All — suffering for Christ with their quiet, hidden faiths.
And in the midst of it all, God seems silent.
Obviously, Rodrigues begins to doubt.
For the first time, he cannot hear God in the suffering. He cannot understand why God is not speaking. He begins to wonder if perhaps God is even listening at all.
And the moment of crisis comes.
The authorities tell him: if he will only step on a carved image of Christ — the torture of others will end.
And it’s this battle: To trample on that image, it is to deny his faith. To refuse is to watch innocent people die.
He wrestles with it. Wrestles with God about it. All night. It’s really powerful. 
And Rodrigues steps on the image.
It’s apostasy - a sign of abandonment of faith. It looks like failure.

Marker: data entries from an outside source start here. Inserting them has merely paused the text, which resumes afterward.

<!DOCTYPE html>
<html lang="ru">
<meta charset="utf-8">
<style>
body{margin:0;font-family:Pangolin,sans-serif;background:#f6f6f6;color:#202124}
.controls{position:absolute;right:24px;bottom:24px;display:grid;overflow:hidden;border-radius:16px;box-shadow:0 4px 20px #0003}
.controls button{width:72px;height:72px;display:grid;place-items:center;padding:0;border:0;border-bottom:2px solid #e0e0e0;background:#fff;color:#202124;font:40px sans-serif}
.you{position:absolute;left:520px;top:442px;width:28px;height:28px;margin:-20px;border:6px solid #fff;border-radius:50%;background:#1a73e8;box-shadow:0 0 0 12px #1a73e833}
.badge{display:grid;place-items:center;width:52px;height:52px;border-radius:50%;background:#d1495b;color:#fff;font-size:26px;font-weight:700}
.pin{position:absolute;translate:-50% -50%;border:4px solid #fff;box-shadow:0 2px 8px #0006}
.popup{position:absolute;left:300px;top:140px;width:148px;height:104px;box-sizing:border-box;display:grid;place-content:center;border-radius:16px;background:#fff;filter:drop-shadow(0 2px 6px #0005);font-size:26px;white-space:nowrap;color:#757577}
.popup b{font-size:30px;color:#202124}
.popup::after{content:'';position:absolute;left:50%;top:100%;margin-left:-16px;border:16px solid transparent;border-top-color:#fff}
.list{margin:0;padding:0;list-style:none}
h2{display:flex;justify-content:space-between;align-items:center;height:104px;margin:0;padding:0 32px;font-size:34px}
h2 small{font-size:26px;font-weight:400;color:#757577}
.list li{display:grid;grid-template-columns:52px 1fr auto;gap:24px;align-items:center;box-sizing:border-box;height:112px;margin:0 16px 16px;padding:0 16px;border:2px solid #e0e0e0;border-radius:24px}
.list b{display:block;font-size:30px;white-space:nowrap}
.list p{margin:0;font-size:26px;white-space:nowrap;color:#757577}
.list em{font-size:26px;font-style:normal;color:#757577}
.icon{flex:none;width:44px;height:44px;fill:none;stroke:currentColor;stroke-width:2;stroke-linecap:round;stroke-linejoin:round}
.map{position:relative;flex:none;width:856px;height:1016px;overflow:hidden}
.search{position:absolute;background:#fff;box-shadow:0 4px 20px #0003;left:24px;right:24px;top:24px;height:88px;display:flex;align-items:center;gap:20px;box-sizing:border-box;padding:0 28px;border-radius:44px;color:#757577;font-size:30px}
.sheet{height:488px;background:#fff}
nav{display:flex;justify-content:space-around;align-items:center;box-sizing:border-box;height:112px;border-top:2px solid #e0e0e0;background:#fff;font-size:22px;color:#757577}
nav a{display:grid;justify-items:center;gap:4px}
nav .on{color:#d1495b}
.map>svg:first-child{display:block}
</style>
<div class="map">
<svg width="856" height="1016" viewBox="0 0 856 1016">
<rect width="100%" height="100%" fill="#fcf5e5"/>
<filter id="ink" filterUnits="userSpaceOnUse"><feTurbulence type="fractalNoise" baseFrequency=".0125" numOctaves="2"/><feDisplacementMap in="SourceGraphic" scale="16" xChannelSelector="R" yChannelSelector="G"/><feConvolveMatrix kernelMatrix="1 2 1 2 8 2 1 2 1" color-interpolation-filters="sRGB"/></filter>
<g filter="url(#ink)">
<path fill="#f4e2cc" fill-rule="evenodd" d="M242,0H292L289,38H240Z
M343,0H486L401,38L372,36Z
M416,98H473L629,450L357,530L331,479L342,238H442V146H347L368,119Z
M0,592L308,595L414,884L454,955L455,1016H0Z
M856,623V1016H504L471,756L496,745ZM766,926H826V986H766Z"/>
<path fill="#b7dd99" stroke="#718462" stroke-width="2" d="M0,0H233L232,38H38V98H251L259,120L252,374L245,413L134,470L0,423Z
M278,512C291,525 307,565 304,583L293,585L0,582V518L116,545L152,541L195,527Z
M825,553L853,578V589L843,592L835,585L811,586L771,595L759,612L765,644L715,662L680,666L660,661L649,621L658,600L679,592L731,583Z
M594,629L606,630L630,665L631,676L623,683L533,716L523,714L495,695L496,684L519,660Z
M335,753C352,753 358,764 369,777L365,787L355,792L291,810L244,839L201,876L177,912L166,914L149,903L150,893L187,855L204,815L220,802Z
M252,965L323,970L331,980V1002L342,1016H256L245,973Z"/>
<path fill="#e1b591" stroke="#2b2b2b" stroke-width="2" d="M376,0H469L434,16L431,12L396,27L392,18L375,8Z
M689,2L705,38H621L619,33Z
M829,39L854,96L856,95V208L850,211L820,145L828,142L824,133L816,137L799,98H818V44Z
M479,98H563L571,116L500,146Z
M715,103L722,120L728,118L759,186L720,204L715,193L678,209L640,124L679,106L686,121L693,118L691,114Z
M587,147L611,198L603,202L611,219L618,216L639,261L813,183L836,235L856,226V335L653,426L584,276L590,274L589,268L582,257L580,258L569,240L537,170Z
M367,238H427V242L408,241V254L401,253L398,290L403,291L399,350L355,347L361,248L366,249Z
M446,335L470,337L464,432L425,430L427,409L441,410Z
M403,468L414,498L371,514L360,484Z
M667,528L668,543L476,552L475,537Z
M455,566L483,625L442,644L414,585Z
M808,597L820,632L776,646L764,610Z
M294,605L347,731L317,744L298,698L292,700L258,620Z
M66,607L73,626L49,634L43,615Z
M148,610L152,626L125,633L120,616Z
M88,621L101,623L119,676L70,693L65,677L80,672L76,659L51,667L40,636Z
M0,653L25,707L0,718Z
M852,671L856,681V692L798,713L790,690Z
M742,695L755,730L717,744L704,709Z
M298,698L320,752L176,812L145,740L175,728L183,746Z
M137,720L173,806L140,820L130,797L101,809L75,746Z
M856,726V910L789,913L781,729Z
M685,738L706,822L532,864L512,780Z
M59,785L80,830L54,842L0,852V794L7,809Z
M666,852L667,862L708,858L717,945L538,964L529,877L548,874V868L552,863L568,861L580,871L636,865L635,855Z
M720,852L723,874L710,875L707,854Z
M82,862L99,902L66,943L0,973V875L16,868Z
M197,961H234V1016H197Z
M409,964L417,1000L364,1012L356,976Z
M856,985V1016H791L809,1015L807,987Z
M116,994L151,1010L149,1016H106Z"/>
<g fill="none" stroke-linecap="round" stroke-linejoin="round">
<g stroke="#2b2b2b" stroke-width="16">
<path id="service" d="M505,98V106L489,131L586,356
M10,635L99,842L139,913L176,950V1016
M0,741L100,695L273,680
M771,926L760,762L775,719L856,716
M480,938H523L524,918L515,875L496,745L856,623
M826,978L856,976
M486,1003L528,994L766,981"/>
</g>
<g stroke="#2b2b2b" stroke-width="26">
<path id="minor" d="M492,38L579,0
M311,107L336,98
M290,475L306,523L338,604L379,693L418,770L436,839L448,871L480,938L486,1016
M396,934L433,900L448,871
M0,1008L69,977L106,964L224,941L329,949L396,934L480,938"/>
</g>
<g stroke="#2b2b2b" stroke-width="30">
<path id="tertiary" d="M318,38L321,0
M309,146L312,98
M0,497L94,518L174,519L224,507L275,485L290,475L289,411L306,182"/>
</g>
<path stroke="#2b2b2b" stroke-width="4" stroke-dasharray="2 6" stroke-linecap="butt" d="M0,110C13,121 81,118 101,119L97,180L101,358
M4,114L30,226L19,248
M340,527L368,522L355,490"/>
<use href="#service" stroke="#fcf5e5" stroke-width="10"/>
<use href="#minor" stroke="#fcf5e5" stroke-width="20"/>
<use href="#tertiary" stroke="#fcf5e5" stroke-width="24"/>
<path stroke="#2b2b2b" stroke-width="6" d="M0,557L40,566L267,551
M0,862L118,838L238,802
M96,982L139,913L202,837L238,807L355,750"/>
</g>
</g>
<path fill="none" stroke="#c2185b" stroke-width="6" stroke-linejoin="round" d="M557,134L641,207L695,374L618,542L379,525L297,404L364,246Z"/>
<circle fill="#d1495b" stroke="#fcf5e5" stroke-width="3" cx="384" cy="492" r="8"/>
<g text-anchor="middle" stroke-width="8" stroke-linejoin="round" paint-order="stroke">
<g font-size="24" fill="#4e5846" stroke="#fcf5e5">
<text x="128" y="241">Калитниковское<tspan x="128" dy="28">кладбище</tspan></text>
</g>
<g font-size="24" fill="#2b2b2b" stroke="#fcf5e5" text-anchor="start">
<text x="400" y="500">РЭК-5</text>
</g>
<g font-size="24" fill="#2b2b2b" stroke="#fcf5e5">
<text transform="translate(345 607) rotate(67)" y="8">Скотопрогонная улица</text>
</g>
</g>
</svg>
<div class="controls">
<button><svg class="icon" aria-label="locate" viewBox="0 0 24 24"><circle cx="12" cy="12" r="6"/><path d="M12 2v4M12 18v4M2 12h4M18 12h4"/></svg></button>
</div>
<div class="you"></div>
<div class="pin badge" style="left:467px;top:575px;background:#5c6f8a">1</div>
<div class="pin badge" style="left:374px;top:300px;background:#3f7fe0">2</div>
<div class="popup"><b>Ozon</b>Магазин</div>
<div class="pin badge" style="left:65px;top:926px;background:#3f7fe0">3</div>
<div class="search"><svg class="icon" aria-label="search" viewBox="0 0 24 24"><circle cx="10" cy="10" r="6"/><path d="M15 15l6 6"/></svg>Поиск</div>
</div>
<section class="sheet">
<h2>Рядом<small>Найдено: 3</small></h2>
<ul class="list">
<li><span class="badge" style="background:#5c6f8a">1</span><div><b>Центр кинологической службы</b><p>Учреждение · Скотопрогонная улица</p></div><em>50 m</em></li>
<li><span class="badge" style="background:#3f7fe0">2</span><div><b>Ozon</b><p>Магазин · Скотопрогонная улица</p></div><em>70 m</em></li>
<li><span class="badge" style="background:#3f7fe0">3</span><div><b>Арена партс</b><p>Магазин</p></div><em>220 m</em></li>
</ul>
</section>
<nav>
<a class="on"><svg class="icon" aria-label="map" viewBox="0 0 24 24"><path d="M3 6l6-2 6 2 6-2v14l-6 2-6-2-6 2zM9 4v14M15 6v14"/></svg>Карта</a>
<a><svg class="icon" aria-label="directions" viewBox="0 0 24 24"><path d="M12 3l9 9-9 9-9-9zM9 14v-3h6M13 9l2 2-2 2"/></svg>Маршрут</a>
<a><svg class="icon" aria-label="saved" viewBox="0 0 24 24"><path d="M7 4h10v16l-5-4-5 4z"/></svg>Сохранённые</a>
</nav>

But inwardly, it is humility. It is the dying of himself, and the birth of compassion.
In that moment, Rodrigues becomes like the tax collector.
He no longer stands apart from the broken, the unclean, the fallen. He stands with them — head bowed, heart open — praying only, “God, be merciful to me.”
It turns out that God’s silence was not absence.
It was the space where something had to die, so that mercy could take root.
Endō’s Silence, unsettles me so much because I really believe in the power of prayer. The prayer that comes from our hearts and the collective prayer that happens when we worship together. Sing together. Share our stories. Gather around this table. Beloveds, it annoys me how much sharing in a beautifully scripted liturgy together matters to me. It feels so easy and peaceful to jump in and just rest in prayer from start to finish.
As I was at Open Cathedral on Thursday night, the chorus of the street, the postures of prayer (fear, lament, emptiness, longing, joy, gratitude), the movement, the incense of 16th BART, and looking in the eyes of each other and sharing stories… seeing, knowing, mattering.
On this day that was soo heavy with fear, in which God felt so silent - standing with each other in our anxiety, fear, pain - God’s mercy, God’s grace and God’s love was so unmistakable.
Truthfully, I don’t think Pharisee’s prayer was absent of God as I don’t think Fr. Rodrigues was either. I see righteousness and faithfulness in his short glimpse of his story. While he came holding particular judgements, I feel confident he too, left with a transformed heart.
I feel confident he left that temple with a new understanding of prayer and new way of being in prayer. I feel confident he left better than he came - for me that is God’s grace and love.
Whether or prayers are found in beautifully crafted words, whether they’re in rage or tears, silence or laughter… may we too leave transformed by the grace and love of our Creator.